The framework is designed around a practical crawler workflow:

  1. Discover candidate URLs from sitemaps or browser-based link traversal.
  2. Filter and limit those URLs to the section you actually care about.
  3. Scrape the selected pages with either heuristic extraction or structured GenAI extraction.
  4. Save the result in the format your application needs.

Recommended first path

Start with sitemap discovery, store the URL list, then scrape those URLs in a separate step. This gives you cleaner retries and easier debugging.

Why OneCrawler Exists

Many crawling projects start as small scripts and become hard to maintain once they need retries, concurrency, browser rendering, sitemap fallback, URL filtering, and structured extraction. OneCrawler gives those concerns a shared settings model and a few focused async engines so production scripts stay readable.

Crawling needs boundaries

Always set reasonable limits, filters, retries, and concurrency. Clear crawl boundaries protect both your job and the target site.

Use it when you are building:

  • content ingestion pipelines for news, blogs, catalogs, or documentation sites
  • search indexing jobs
  • data collection scripts for analysis or monitoring
  • internal tools that need repeatable URL discovery and content extraction
  • prototypes that may later become scheduled crawler jobs

Use GenAI for semantics, not bulk text

Heuristic extraction is the better default for large text extraction jobs. Use GenAI when you need summaries, classification, field normalization, or a typed schema.

Start with sitemap discovery whenever possible. A sitemap is usually the fastest, cleanest, and least expensive way to collect URLs because it avoids opening many browser pages just to discover links.

import asyncio

from onecrawler import CrawlerSettings, UniversalSiteMap


async def main():
    settings = CrawlerSettings(
        link_extraction_limit=500,
        include_link_patterns=["/news/*"],
        concurrency=10,
    )

    sitemap = UniversalSiteMap(settings)
    urls = await sitemap.run("https://example.com")
    print(f"Found {len(urls)} URLs")


if __name__ == "__main__":
    asyncio.run(main())

If the site has no useful sitemap, use LinkExtractionEngine:

  • shallow for links present on one page
  • deep for recursive same-site traversal

Then pass the final URL list to ScraperEngine.

Choosing The Right Tool

Goal Recommended feature Why
Collect most public URLs quickly UniversalSiteMap Uses robots.txt, common sitemap paths, nested sitemap indexes, and optional HTML fallback
Inspect one listing page shallow link extraction Lower crawl cost and easier to reason about
Explore a site section recursively deep link extraction Follows internal links until your settings limit
Extract readable article text heuristic scraping Fast, deterministic, and does not require model calls
Produce strongly typed output GenAI scraping with a Pydantic schema Best fit when downstream systems require a stable structured shape
Avoid noisy crawls include_link_patterns Keeps discovery focused on URL paths you trust

Documentation Map

Production Principles

Prefer sitemaps before crawling pages. They are faster, friendlier to target sites, and usually more complete than what a browser can discover from navigation pages.
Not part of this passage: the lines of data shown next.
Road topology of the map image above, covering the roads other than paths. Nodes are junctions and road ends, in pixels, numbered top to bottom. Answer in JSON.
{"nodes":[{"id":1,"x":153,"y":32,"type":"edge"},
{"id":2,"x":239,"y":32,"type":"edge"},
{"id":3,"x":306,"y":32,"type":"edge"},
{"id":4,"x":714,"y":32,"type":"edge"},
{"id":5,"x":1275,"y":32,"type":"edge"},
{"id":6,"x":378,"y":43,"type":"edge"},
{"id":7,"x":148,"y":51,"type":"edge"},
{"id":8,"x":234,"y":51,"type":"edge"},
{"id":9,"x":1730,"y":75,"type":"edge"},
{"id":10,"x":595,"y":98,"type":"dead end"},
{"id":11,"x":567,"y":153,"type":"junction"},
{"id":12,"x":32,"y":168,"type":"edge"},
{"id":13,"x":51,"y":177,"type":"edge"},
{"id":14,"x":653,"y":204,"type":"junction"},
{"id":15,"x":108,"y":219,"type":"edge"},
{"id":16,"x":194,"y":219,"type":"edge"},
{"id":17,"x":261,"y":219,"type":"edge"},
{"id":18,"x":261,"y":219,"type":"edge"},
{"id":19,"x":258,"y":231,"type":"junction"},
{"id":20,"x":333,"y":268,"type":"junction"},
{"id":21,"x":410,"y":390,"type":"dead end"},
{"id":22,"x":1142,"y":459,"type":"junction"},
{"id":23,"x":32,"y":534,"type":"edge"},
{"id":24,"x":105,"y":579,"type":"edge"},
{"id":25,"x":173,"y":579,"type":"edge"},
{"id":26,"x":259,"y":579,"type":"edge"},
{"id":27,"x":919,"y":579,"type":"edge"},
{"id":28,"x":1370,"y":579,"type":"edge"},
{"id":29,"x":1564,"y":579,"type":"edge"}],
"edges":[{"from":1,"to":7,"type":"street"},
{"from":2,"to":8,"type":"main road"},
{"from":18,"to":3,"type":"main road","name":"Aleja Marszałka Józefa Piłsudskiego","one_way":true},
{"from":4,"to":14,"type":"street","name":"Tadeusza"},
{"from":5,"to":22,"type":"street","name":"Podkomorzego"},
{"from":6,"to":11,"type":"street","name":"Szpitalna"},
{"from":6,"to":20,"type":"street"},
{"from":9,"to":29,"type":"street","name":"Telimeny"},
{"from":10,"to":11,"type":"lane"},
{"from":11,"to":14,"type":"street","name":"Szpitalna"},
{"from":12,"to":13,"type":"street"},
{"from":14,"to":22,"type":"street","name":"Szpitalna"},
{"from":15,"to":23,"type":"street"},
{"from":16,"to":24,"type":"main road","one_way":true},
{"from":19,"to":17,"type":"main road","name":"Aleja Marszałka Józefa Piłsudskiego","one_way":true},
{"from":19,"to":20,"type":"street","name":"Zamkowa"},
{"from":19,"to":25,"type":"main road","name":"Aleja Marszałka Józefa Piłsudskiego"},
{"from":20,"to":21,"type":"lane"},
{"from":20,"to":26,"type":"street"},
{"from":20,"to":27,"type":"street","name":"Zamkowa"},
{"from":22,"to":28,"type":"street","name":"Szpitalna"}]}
Constrain every job. Set link_extraction_limit, include_link_patterns, concurrency, request_timeout, and max_retries explicitly so a crawl behaves predictably when the target site changes.

Use heuristic scraping by default. It is cheaper and more repeatable. Move to GenAI when you need semantic interpretation, field normalization, or structured output in a predefined Pydantic schema.

Treat browser crawling as the heavier tool. It is useful for JavaScript-rendered pages and dynamic link discovery, but it has more moving parts than sitemap parsing or direct HTTP fetching.